Everyone loved The Morning Show, but it seems that only in Russia did it evoke a whole separate set of feelings and associations - those of life in the distant USSR.
You see, the issue of workplace romance - and the critical attitude to it - they are a thing of the past for us. What in the U.S. is the talk of the town is to Russians a not so distant, but happily forgotten, past.
We talk here of socialism, of course. The Soviet man, owing to the moral framework of the day, could not dream of starting an affair at work - certainly not when married. And if or when that happened, the man would face strong public condemnation, often involving workplace investigations where private matters of the ‘guilty parties’ were being offered up for everyone to judge. Interestingly, such spectacles had pretty much already been out the window by the time Brezhnev took over.
However, we’re talking about movies here. A Soviet film protagonist had no more freedom to have flings than his real counterpart: the so-called socialist realism of the 1930s prevented that, encouraging a wholesome depiction of the Soviet man, whatever his personal flaws might have been.
"Seventeen Moments of Spring."Tatyana Lioznova/Gorky Film Studio, 1973
Take the famous Soviet series "Seventeen Moments of Spring". The setting is 1945. The protagonist - a Soviet spy, Stierlitz, occupies a high post in the Third Reich, officially celibate. At least as Stierlitz he is. But as the Soviet spy behind the mask - Isayev, he is married. But his wife is in Russia, and they don’t see each other for years on end. Stierlitz is handsome, he is liked by women, lives alone in a comfortable mansion - he has every chance of starting up an exciting affair, even several. But he never does. Stierlitz loves his wife. We find out in the first episode how Stierlitz is capable of performing the most daring feats as an operative. But they never involve romantic missions.
Let’s look at a different genre - comedy. "Diamond Hand" is a Soviet cult classic. The main character, Sergey Gorbunkov, is suspected of treason, and a young activist girl - most likely a member of the party - is firmly on his case, attempting to catch the man red-handed. All to no avail. Gorbunkov is faithful to his wife. Just as Stierlitz is.
"Diamond Hand."Leonid Gaidai/Mosfilm, 1968
All the more dramatic are stories that take the opposite route, and build the narrative around the unthinkable: such as 1977’s "Office Romance" - another cult classic that revolves around a sudden explosion in feelings between an office worker and his female boss. The film is still shown regularly on Russian TV, its ratings as high as they’ve ever been - higher than even some of today’s news programs.

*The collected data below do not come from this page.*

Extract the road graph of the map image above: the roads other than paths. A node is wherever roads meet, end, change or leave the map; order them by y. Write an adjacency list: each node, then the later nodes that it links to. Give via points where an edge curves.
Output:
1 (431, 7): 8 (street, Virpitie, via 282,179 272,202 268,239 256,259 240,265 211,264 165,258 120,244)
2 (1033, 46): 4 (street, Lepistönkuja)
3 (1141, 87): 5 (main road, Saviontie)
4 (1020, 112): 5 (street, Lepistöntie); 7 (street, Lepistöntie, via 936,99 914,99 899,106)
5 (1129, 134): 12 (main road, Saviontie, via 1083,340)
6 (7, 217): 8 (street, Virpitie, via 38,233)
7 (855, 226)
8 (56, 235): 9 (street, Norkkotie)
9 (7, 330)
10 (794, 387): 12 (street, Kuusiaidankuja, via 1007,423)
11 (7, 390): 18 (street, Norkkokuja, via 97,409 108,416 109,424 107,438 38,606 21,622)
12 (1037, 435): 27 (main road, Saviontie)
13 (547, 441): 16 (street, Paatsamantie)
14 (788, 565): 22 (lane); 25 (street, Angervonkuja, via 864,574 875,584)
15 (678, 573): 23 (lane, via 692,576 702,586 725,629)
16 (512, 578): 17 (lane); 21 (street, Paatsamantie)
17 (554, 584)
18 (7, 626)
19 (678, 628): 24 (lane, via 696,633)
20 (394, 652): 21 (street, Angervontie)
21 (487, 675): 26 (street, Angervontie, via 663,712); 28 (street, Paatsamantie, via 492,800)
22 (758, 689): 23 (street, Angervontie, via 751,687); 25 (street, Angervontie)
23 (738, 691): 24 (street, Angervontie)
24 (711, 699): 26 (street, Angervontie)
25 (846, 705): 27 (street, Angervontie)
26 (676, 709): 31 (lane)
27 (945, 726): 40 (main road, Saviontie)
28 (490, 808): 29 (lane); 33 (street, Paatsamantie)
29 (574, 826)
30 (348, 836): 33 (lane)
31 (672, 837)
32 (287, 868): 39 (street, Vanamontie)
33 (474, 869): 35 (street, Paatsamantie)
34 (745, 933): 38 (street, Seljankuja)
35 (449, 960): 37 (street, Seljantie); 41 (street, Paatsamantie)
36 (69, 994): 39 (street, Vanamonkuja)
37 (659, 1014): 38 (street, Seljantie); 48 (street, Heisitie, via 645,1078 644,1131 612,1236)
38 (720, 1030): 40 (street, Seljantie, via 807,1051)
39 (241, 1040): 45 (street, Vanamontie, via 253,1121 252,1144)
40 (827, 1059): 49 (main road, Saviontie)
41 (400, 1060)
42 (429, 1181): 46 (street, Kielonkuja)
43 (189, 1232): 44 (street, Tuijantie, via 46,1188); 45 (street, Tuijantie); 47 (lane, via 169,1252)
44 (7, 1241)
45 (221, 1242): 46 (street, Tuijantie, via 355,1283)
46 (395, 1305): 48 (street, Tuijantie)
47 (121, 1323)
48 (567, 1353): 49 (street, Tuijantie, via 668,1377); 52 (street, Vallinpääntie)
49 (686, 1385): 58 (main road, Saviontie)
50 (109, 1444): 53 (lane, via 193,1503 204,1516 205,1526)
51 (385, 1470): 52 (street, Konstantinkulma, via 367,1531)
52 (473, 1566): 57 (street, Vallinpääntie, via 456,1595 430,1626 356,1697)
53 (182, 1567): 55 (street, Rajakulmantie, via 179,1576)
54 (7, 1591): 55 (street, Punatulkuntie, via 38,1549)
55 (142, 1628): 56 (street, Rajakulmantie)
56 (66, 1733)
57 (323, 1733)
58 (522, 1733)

Two separate storylines unfold in the film: one about an unmarried female boss and a divorced and very shy male worker. And the second - which is the one we are interested in here: that of a junior associate - Olga Ryzhova, and her feelings toward the new manager - Yuriy Samokhvalov. The two had had a college affair, but fate had other plans, bringing them back together all these years later. Both are now married. But Ryzhova, overwhelmed with feelings of love, can’t hold back from sending Samokhvalov love letters. She naively believes that no one has a clue about her feelings, but she works in a female workgroup - concealing something there is practically impossible. Everyone is silently critical of Ryzhova. How dare she let her personal feelings take over? This is the Soviet Union - not the spoiled United States, they believe. And that is pretty much exactly what she hears from a trade union activist: enough love, think of work and family!
"Office Romance."Eldar Ryazanov/Mosfilm, 1977
OK, it’s not exactly a #MeToo situation here, it’s more about a woman “harassing” a man - it’s not even clear if we can call it “sexual”. But it’s still a scandal and a public blowback, if a soft one.
And so we’ve made it to The Morning Show. The Russian audience seems to have had a humorous reaction to the show, proclaiming in unison: “Dear God, America appears to have transformed into the Soviet Union with its moralizing!”. And it’s not dissimilar to what we’re seeing on the American show: a married man sleeps with his female coworkers, gets fired for it. There’s a huge scandal. Interestingly, Soviet moralizing seems rather benign compared to whatever this is - where workers do their utmost to conceal their relationships, whether they are married or not. You’re not a human - you’re a function: such seems to be the lesson in the U.S., which is beginning to look more and more like 1920s Soviet Union.
An old saying of ours - “Onwards, toward the victory of communism!” - seems to have been reappropriated by America, at least when it comes to the sphere of emotions.